▸ **TASK DIRECTIONS**
All pictures are to be omitted while the lines starting at the line with "pinky dip: (259, 213)" and ending at the line with "pinky dip: (377, 376)" in the material below are retyped exactly, both ends included.

- - - -

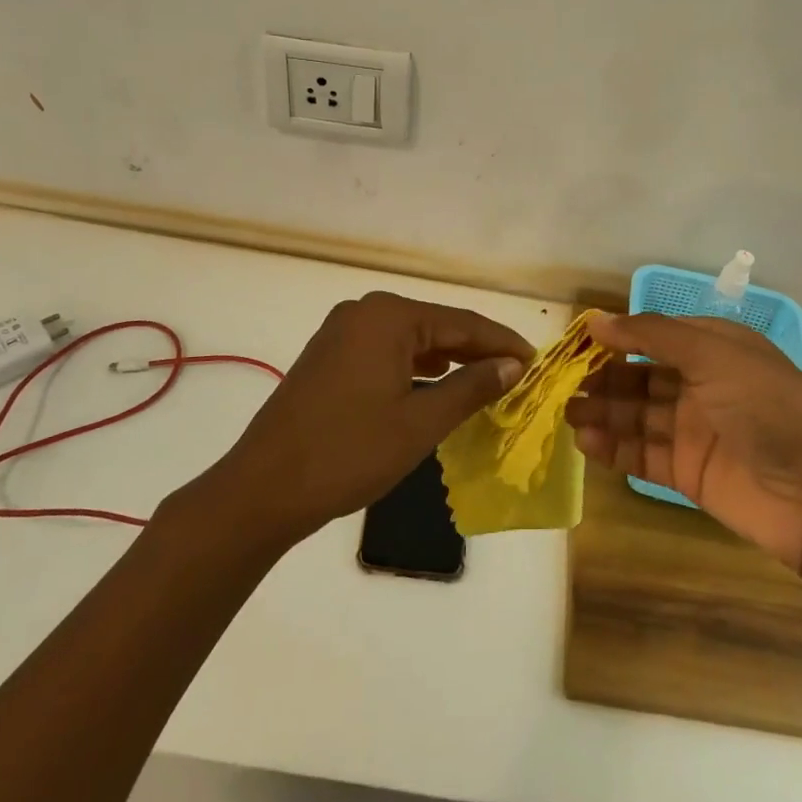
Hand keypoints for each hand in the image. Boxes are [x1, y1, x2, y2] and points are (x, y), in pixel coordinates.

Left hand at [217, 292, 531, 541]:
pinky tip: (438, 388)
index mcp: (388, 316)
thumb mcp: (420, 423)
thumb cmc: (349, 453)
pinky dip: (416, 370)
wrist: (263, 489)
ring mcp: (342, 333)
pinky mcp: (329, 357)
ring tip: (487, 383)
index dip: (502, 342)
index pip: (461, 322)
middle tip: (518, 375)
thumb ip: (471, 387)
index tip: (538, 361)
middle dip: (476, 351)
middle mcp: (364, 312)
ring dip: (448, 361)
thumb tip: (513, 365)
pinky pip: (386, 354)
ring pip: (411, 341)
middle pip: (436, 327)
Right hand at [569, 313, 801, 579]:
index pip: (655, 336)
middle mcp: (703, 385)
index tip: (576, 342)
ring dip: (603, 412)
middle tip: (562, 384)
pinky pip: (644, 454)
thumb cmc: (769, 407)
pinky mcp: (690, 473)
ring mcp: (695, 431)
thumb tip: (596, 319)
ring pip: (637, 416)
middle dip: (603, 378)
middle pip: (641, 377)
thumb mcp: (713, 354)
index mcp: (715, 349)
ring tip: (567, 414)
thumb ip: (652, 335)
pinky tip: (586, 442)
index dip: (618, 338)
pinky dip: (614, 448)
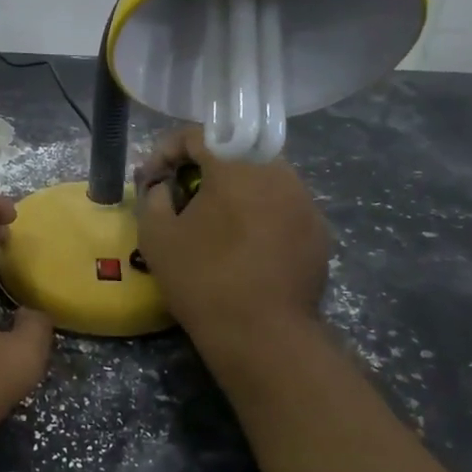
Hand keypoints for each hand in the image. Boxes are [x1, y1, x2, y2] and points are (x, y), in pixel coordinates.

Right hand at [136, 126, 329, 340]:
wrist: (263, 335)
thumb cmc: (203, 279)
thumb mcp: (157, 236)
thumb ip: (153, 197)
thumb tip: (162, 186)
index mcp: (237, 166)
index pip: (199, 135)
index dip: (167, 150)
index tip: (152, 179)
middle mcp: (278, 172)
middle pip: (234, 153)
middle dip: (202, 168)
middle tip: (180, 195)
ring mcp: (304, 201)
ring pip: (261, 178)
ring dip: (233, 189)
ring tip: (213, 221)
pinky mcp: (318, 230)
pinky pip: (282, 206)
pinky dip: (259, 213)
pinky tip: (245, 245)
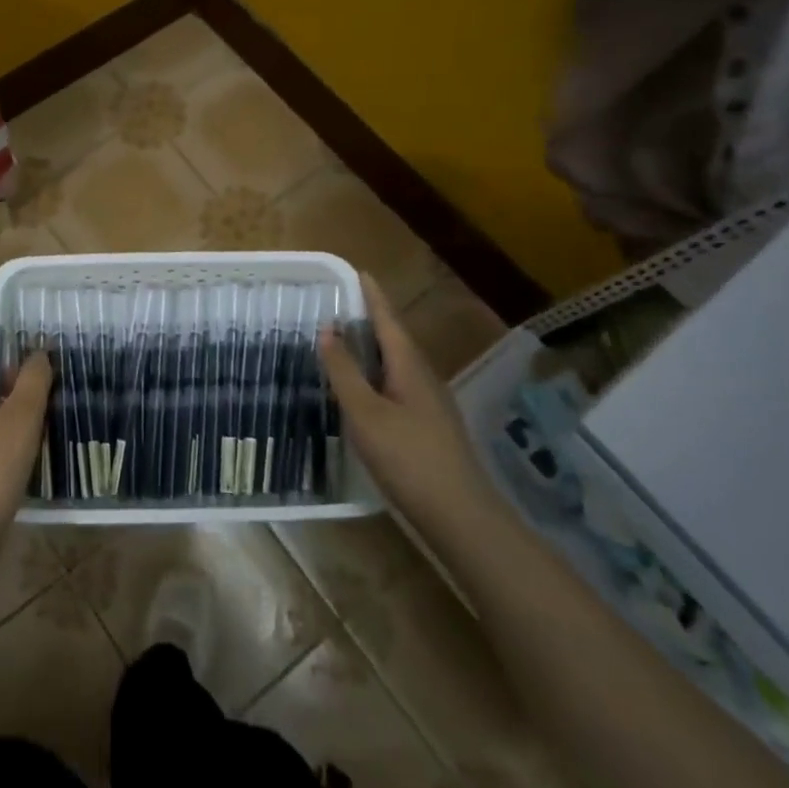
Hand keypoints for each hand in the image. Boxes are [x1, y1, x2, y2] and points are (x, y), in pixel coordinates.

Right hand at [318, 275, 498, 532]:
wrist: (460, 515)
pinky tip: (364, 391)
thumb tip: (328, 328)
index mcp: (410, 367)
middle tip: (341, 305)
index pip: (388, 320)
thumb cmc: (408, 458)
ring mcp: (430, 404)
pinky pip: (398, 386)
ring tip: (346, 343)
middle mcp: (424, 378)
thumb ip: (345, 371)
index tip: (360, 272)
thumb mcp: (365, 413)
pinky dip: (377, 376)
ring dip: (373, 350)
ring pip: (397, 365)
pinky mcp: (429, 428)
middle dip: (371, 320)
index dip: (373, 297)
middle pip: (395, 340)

- - - -

▸ **ANSWER AREA**
pinky dip: (259, 213)
pinky tip: (245, 245)
Hand keypoints for each hand in the image. Boxes are [x1, y1, x2, y2] and points are (x, y), in pixel coordinates.

Right hand at [318, 275, 498, 532]:
wrist: (460, 515)
pinky tip: (364, 391)
thumb tip: (328, 328)
index mcp: (410, 367)
middle tip: (341, 305)
index pip: (388, 320)
thumb cmc: (408, 458)
ring mcp: (430, 404)
pinky pip: (398, 386)
ring tip: (346, 343)
middle mcp: (424, 378)
thumb ip: (345, 371)
index tip: (360, 272)
thumb mcp: (365, 413)
pinky dip: (377, 376)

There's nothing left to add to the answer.